── Data records ──
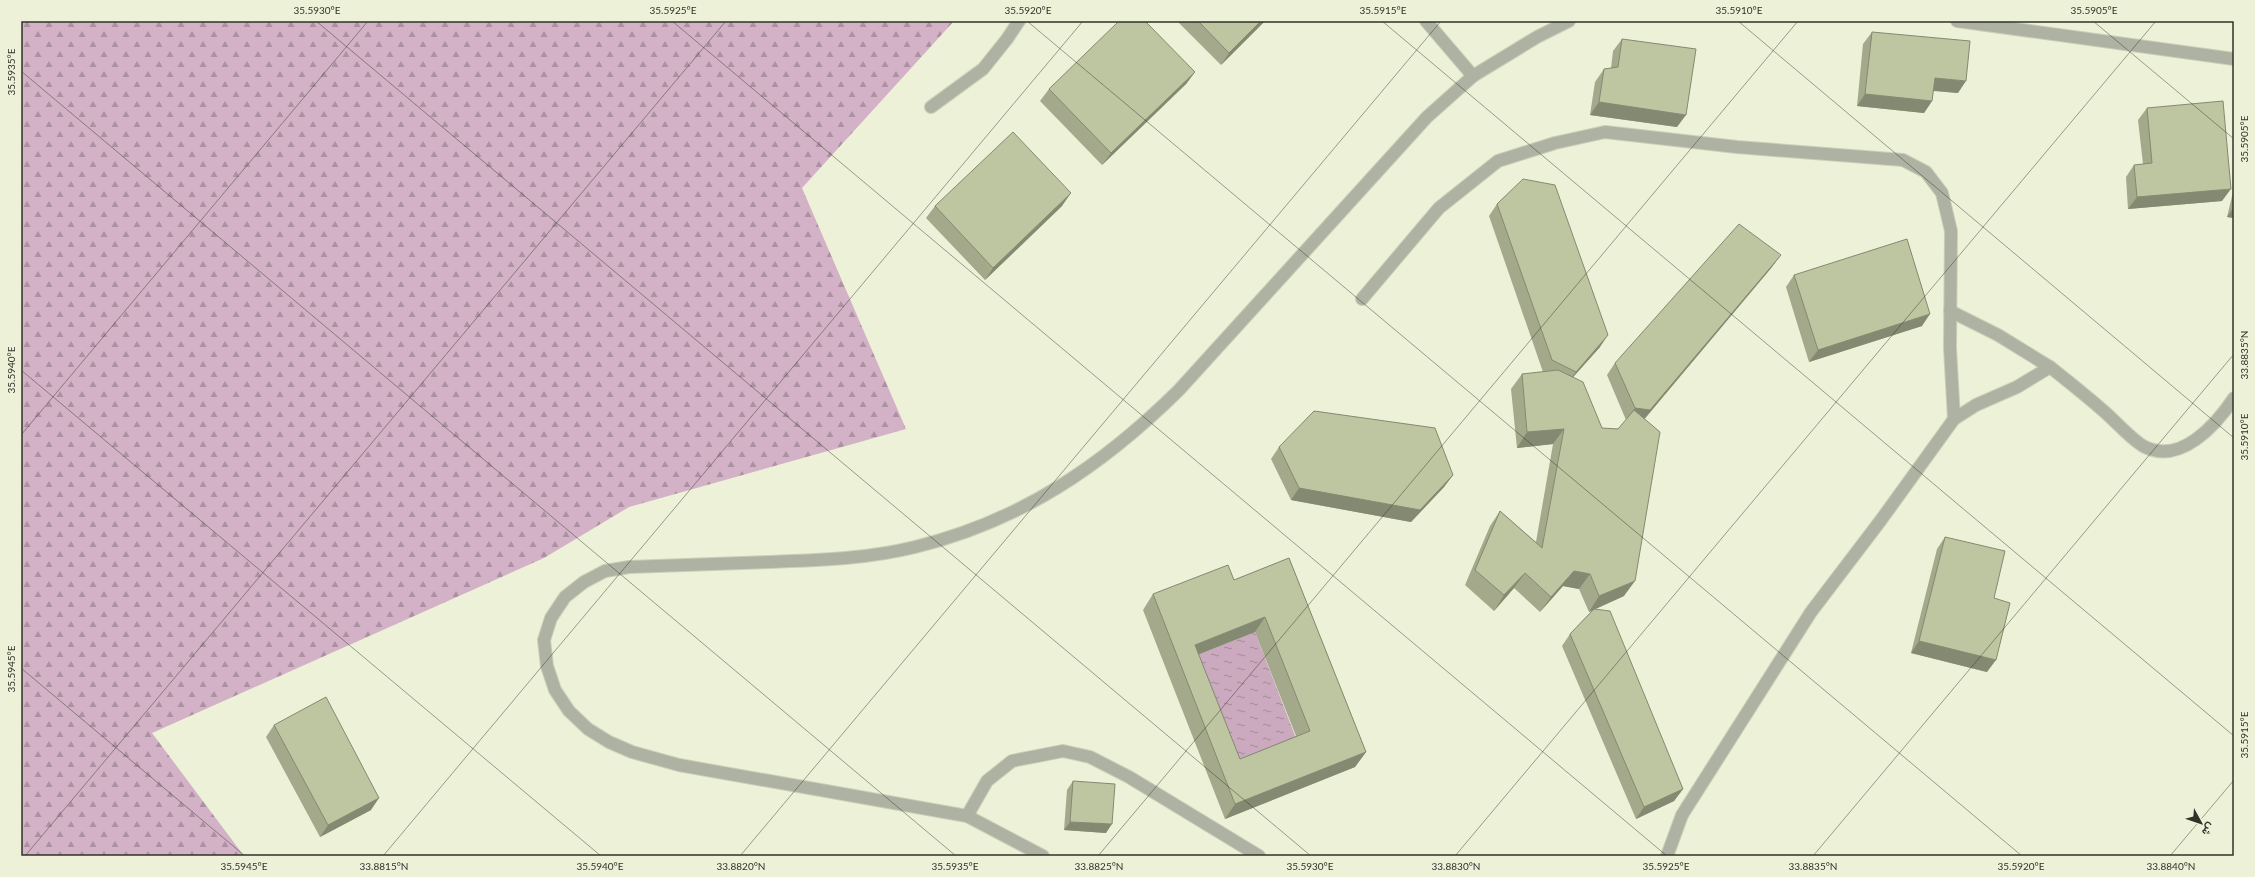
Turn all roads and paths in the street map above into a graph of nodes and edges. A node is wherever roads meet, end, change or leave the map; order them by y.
1 (1019, 21) edge
2 (1426, 21) edge
3 (1569, 21) edge
4 (1957, 21) edge
5 (2234, 59) edge
6 (1473, 76) junction
7 (931, 107) dead end
8 (1362, 299) dead end
9 (1950, 311) junction
10 (2050, 367) junction
11 (2234, 398) edge
12 (1954, 419) junction
13 (967, 816) junction
14 (1043, 856) edge
15 (1259, 856) edge
16 (1667, 856) edge

1 - 7 street
2 - 6 street
3 - 6 street
4 - 5 street
6 - 13 street
8 - 9 street
9 - 10 street
9 - 12 street
10 - 11 street
10 - 12 street
12 - 16 street
13 - 14 street
13 - 15 street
───
What you return must match the material above exactly, apart from its pictures.

Solution for this task —
Turn all roads and paths in the street map above into a graph of nodes and edges. A node is wherever roads meet, end, change or leave the map; order them by y.
1 (1019, 21) edge
2 (1426, 21) edge
3 (1569, 21) edge
4 (1957, 21) edge
5 (2234, 59) edge
6 (1473, 76) junction
7 (931, 107) dead end
8 (1362, 299) dead end
9 (1950, 311) junction
10 (2050, 367) junction
11 (2234, 398) edge
12 (1954, 419) junction
13 (967, 816) junction
14 (1043, 856) edge
15 (1259, 856) edge
16 (1667, 856) edge

1 - 7 street
2 - 6 street
3 - 6 street
4 - 5 street
6 - 13 street
8 - 9 street
9 - 10 street
9 - 12 street
10 - 11 street
10 - 12 street
12 - 16 street
13 - 14 street
13 - 15 street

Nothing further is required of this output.